My boxed bribe of goodies to Atomic failed though :slight_smile:

Also Atomic uses spectrogram which contains more parameters for slightly less accuracy than MFCC.
In fact really all he did was copy the audio example from Simple audio recognition: Recognizing keywords  |  TensorFlow Core then jump to the ML tutorial for XXD.

There are far better published models and methods available.

The Google command set is the biggest curve ball as its a benchmark dataset not a working dataset and conatins up tp 10% bad samples deliberately as otherwise all sate-of-art KWS would be producing 100% validation results when presented with clean datasets.
The google-kws-streaming framework does a pretty goog job of creating and mixing in background_noise & as silence but the arbitary range doesn’t take into account its volume in the mix of KW & !KW and each mix where background_noise is the louder adds a bad data item to the dataset.
So in the basic framework the volume of bkackground_noise that can be added is limited as increasing just increases the chance of bad data (volume is higher than foreground).

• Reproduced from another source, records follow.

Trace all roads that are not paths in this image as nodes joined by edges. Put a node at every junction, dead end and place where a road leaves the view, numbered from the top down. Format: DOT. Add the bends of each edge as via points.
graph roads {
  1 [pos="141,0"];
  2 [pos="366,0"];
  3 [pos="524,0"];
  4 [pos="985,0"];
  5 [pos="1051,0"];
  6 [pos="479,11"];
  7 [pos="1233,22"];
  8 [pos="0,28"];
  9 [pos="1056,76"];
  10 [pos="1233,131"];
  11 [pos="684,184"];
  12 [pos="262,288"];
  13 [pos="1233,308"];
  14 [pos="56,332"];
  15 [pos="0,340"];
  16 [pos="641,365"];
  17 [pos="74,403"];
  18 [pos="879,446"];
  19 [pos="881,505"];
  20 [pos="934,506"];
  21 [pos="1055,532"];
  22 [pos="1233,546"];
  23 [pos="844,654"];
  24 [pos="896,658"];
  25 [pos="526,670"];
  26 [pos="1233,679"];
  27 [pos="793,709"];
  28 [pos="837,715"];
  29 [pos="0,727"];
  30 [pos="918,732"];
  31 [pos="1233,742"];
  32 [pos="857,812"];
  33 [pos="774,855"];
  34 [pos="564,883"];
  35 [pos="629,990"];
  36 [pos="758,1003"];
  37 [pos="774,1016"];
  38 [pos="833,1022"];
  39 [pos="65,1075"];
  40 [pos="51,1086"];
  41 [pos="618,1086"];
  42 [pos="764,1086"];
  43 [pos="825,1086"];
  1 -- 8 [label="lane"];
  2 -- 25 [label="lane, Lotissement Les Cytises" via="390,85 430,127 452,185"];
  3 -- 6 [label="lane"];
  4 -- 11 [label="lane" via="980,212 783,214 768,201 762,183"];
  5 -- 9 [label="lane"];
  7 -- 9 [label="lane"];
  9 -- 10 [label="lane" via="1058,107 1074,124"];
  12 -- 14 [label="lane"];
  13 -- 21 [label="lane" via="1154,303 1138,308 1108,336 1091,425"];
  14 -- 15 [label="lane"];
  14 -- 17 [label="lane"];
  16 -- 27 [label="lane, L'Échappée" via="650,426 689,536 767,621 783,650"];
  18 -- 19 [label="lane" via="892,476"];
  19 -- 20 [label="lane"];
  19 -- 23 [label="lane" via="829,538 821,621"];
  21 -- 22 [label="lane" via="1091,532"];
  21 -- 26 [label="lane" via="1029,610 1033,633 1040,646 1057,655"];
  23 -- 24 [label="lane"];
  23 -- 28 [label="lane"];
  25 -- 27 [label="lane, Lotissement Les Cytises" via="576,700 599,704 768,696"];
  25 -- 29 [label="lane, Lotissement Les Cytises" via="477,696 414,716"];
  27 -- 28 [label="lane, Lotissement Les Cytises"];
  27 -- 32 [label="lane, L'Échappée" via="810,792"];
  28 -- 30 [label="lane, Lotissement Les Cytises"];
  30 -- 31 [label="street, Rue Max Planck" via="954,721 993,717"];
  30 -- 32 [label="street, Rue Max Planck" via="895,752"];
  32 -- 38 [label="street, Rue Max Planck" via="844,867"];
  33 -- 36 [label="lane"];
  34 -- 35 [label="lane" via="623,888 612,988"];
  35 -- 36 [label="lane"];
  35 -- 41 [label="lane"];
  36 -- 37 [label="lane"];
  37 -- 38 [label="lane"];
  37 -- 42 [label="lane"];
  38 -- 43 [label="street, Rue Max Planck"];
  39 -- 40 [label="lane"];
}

The great thing about the Google_streaming_kws framework is that you can use the automatic dataset creation paramyers or supply a folder structure and do your own.
You will still get great results with the automatic dataset because of its structure where ‘silence’ ‘kw’ & ‘nottkw’ are badly labelled as really its !kw-nonvoice, kw-voice, !kw-voice and not !kw has be partitioned into 2 classifications which lowers the cross entropy with kw-voice.

Also the streaming interface returns a inference envelope that is far more accurate and tolerant to false activations than single threshold inference.

The Google KWS-streaming repo is Google-research doing a research repo to help with direction of TFlite and flex delegates and TF-M as the push for mobile and edge KWS with tensorflow.
It is opensource and state of art and after use the only downside side is the limits on background noise level but a dataset builder is easy to accomplish but the ‘auto’ dataset is already good.

A model is purely a set of classification filters and if you pour in too much variation it just garners cross entropy and partitioning noise into types increases accuracy as it lowers cross entropy and maybe even needs some further partitioning but this also adds the need for data and model increase and google-research being google-research its likely its already optimum.
Keep voice out of !kw-nonvoice as much as you can and only supply clear voice sample to !kw-voice as it will be mixed with back_groundnoise

If you want the most accurate KWS then only add to KW & !KW_Voice the voices of use and do not add universal datasets such as the google coomand set full of varied voice types the unit will never hear and just increasing cross entropy pointlessly.

Microfrontend

The noise reduction and agc modules are interesting also.

1 Like

I do not think this topic should be hijacked by that discussion, so I will not reply on your post.
Sorry about that.

I have made a fix but it is not ready yet.

The problem is that there is 1 wakeword engine running. But the audiobuffers are coming in from multiple streams and are therefore mixed.
Wakeword detection fails on that.

I have changed this to have a wakeword engine and audiobuffer per site_id.
This works, but I have some cleanup to do :slight_smile:

3 Likes

Good evening,

I can confirm that with the preview Rhasspy version 2.5.11 and the ESP32-Rhasspy-Satellite v7.6.1 I can run multiple Matrix Voice satellites at the same time and they respond. Great, after the final version my project can then go into the next phase. :partying_face: Thanks a lot to all of you.